=== WHAT YOU HAVE TO DO ===
Copy whichever lines of the data hold the word "numbered".

Saved data entries
*-*-*
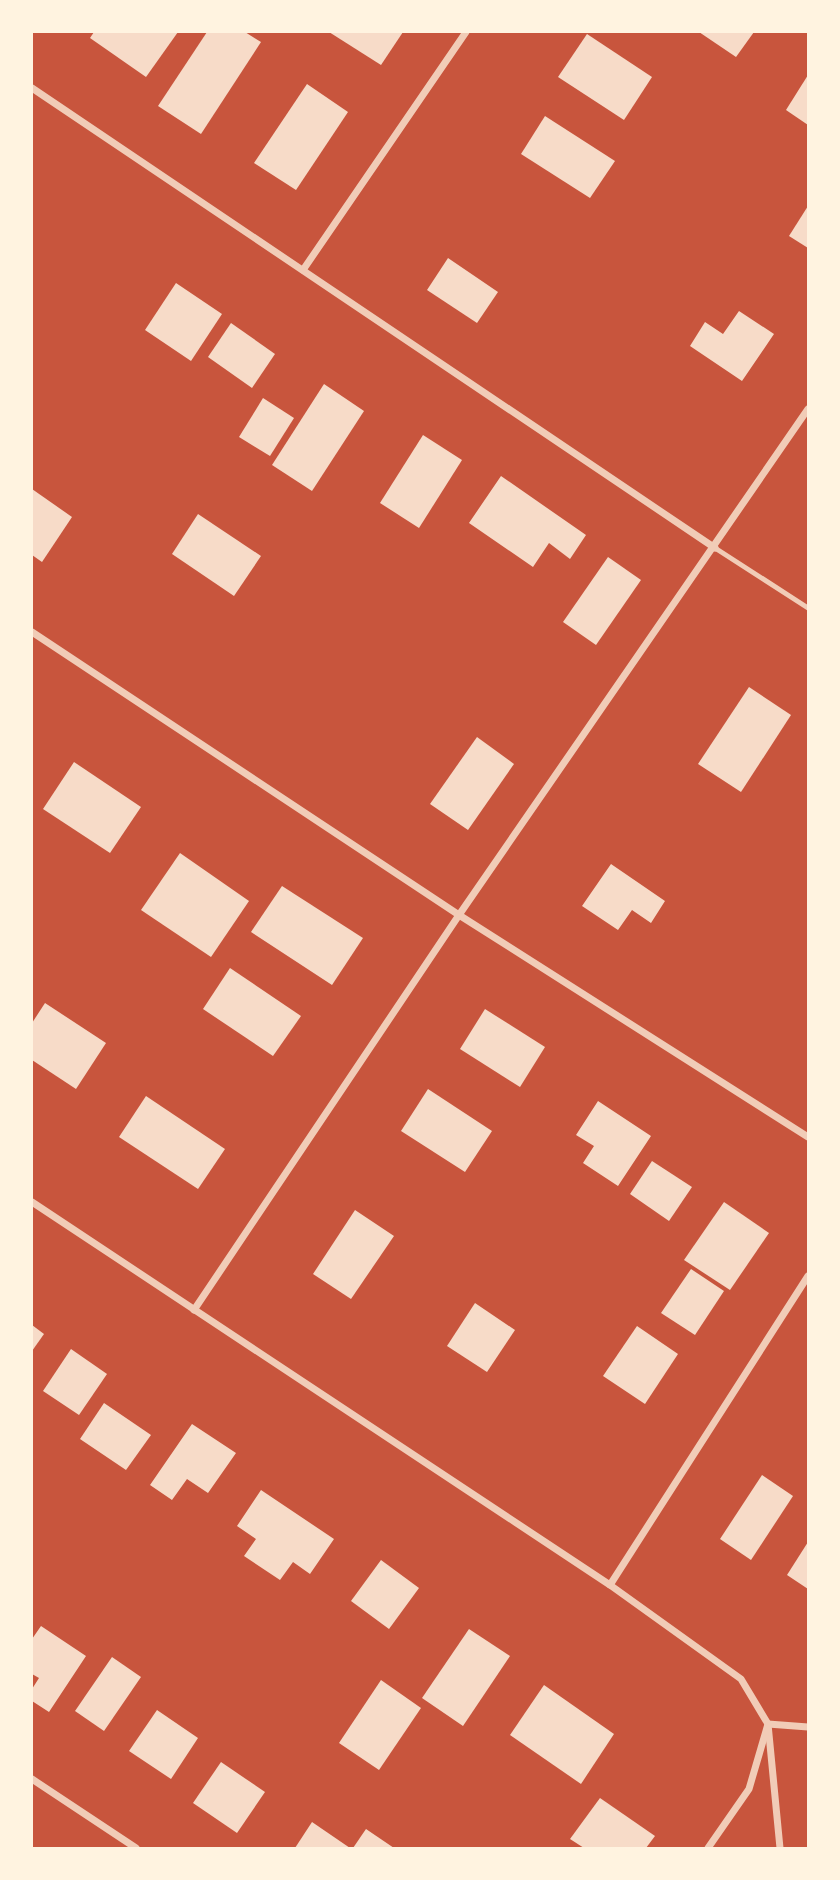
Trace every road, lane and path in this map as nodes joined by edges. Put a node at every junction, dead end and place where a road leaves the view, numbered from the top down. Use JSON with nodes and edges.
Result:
{"nodes":[{"id":1,"x":466,"y":32,"type":"edge"},
{"id":2,"x":32,"y":88,"type":"edge"},
{"id":3,"x":303,"y":270,"type":"junction"},
{"id":4,"x":808,"y":409,"type":"edge"},
{"id":5,"x":715,"y":548,"type":"junction"},
{"id":6,"x":808,"y":608,"type":"edge"},
{"id":7,"x":32,"y":632,"type":"edge"},
{"id":8,"x":459,"y":915,"type":"junction"},
{"id":9,"x":808,"y":1137,"type":"edge"},
{"id":10,"x":32,"y":1202,"type":"edge"},
{"id":11,"x":808,"y":1276,"type":"edge"},
{"id":12,"x":194,"y":1310,"type":"junction"},
{"id":13,"x":610,"y":1584,"type":"junction"},
{"id":14,"x":768,"y":1724,"type":"junction"},
{"id":15,"x":808,"y":1727,"type":"edge"},
{"id":16,"x":32,"y":1779,"type":"edge"},
{"id":17,"x":136,"y":1849,"type":"edge"},
{"id":18,"x":708,"y":1849,"type":"edge"},
{"id":19,"x":780,"y":1849,"type":"edge"}],
"edges":[{"from":1,"to":3,"type":"street"},
{"from":2,"to":3,"type":"street"},
{"from":3,"to":5,"type":"street"},
{"from":4,"to":5,"type":"street"},
{"from":5,"to":6,"type":"lane"},
{"from":5,"to":8,"type":"street"},
{"from":7,"to":8,"type":"street"},
{"from":8,"to":9,"type":"street"},
{"from":8,"to":12,"type":"street"},
{"from":10,"to":12,"type":"street"},
{"from":11,"to":13,"type":"street"},
{"from":12,"to":13,"type":"street"},
{"from":13,"to":14,"type":"street"},
{"from":14,"to":15,"type":"street"},
{"from":14,"to":18,"type":"street"},
{"from":14,"to":19,"type":"street"},
{"from":16,"to":17,"type":"street"}]}
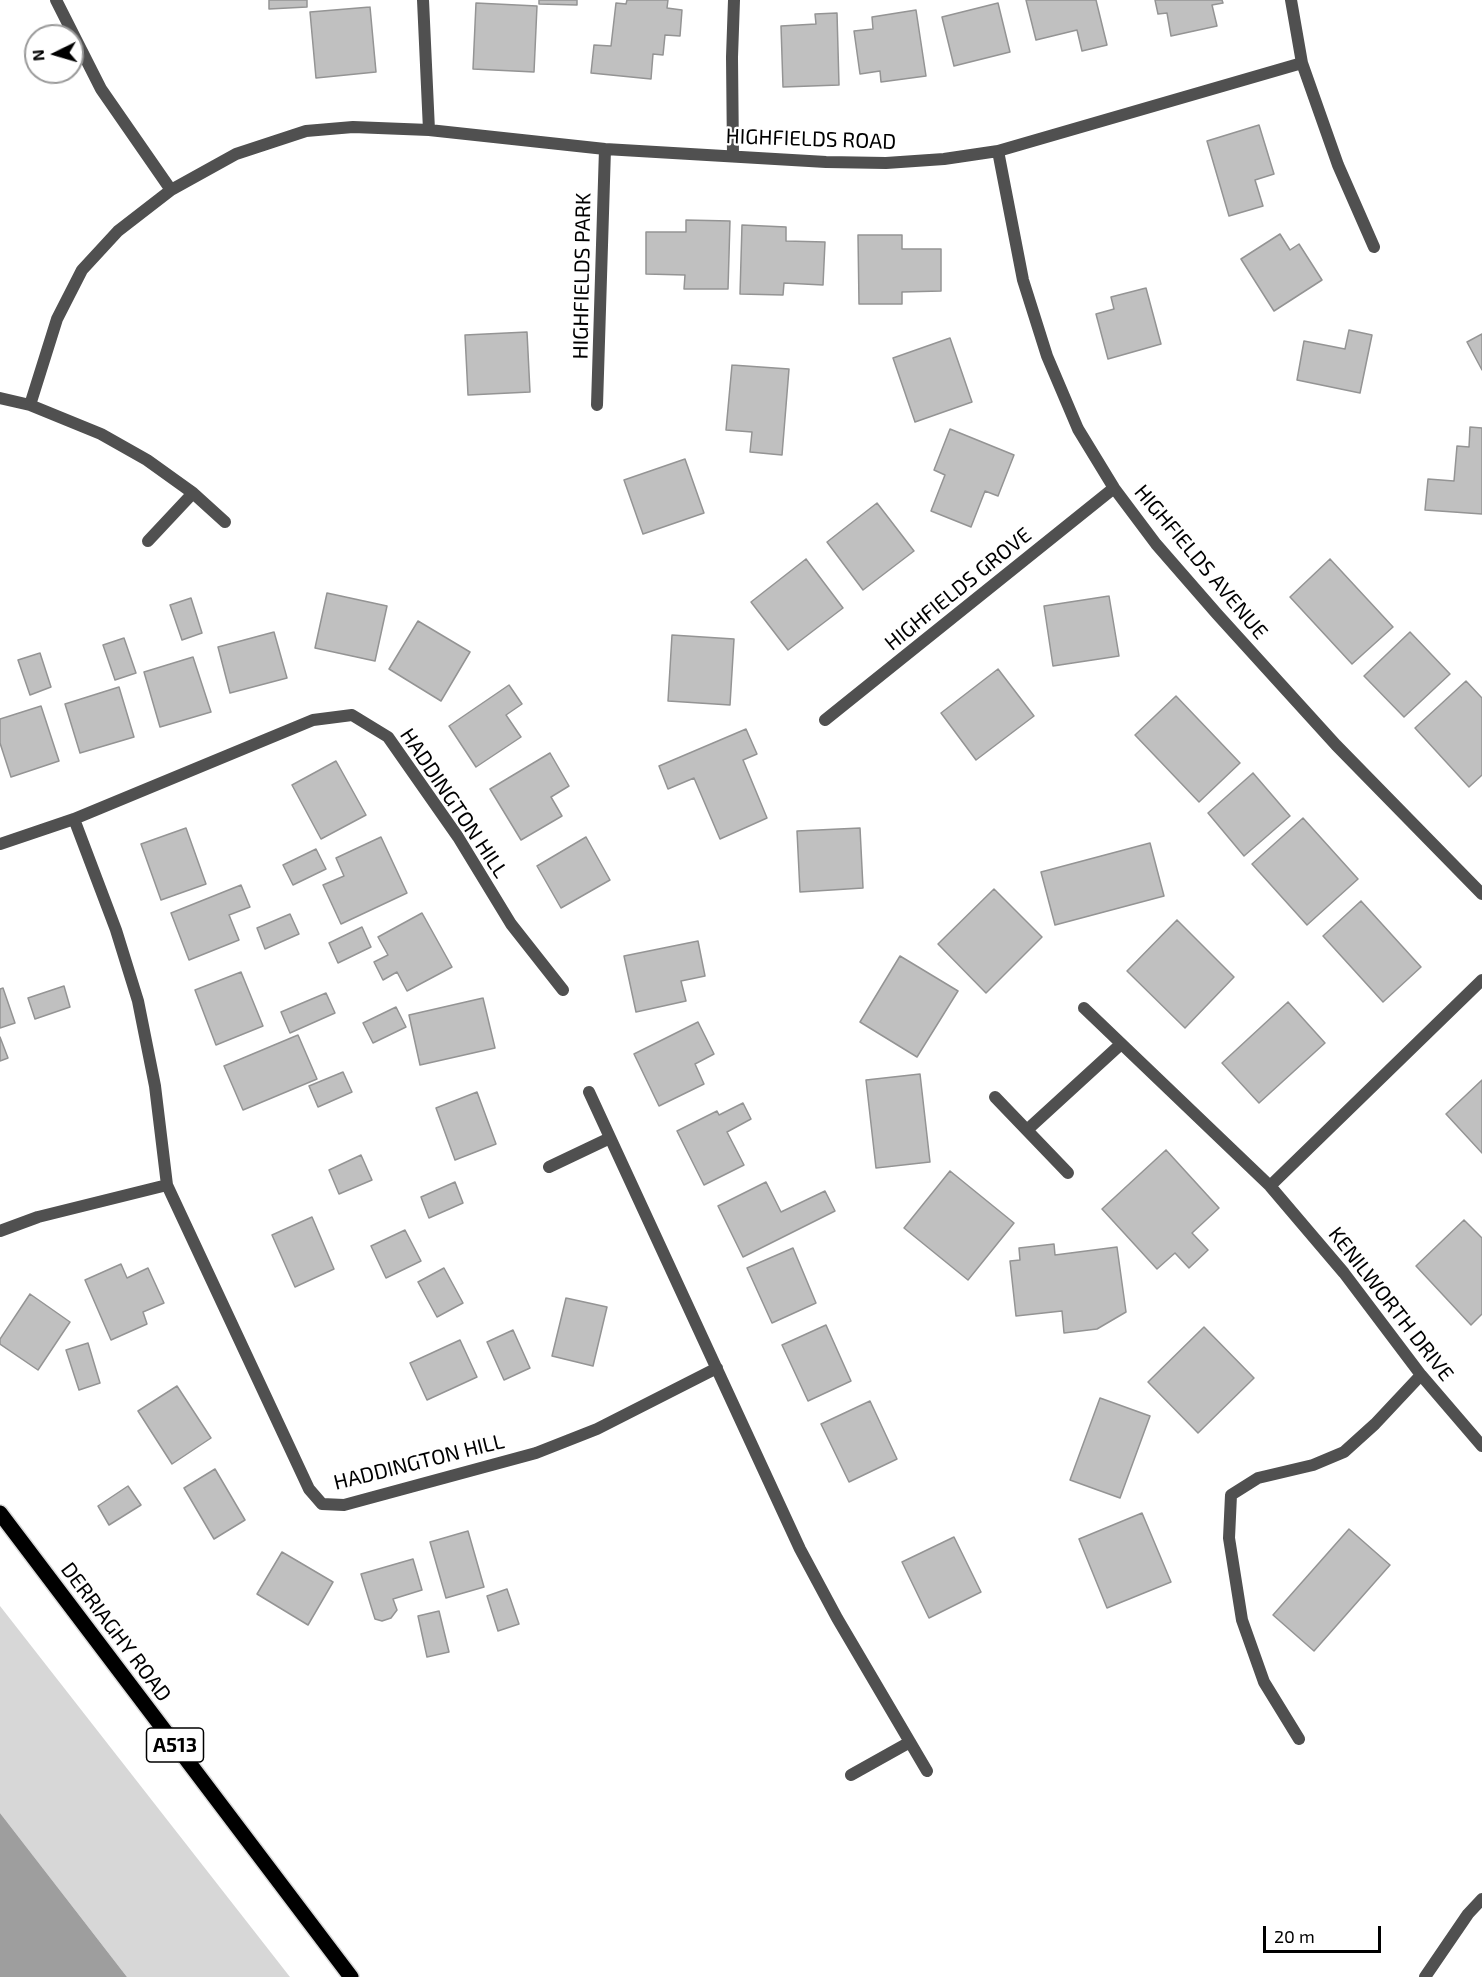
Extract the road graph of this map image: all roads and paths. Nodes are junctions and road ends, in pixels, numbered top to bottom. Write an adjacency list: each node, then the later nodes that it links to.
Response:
*-*-*
=== TASK ANSWER ===
Trace every road, lane and path in this map as nodes joined by edges. Put a node at every junction, dead end and place where a road leaves the view, numbered from the top down. Use JSON with nodes and edges.
Extract the road graph of this map image: all roads and paths. Nodes are junctions and road ends, in pixels, numbered top to bottom. Write an adjacency list: each node, then the later nodes that it links to.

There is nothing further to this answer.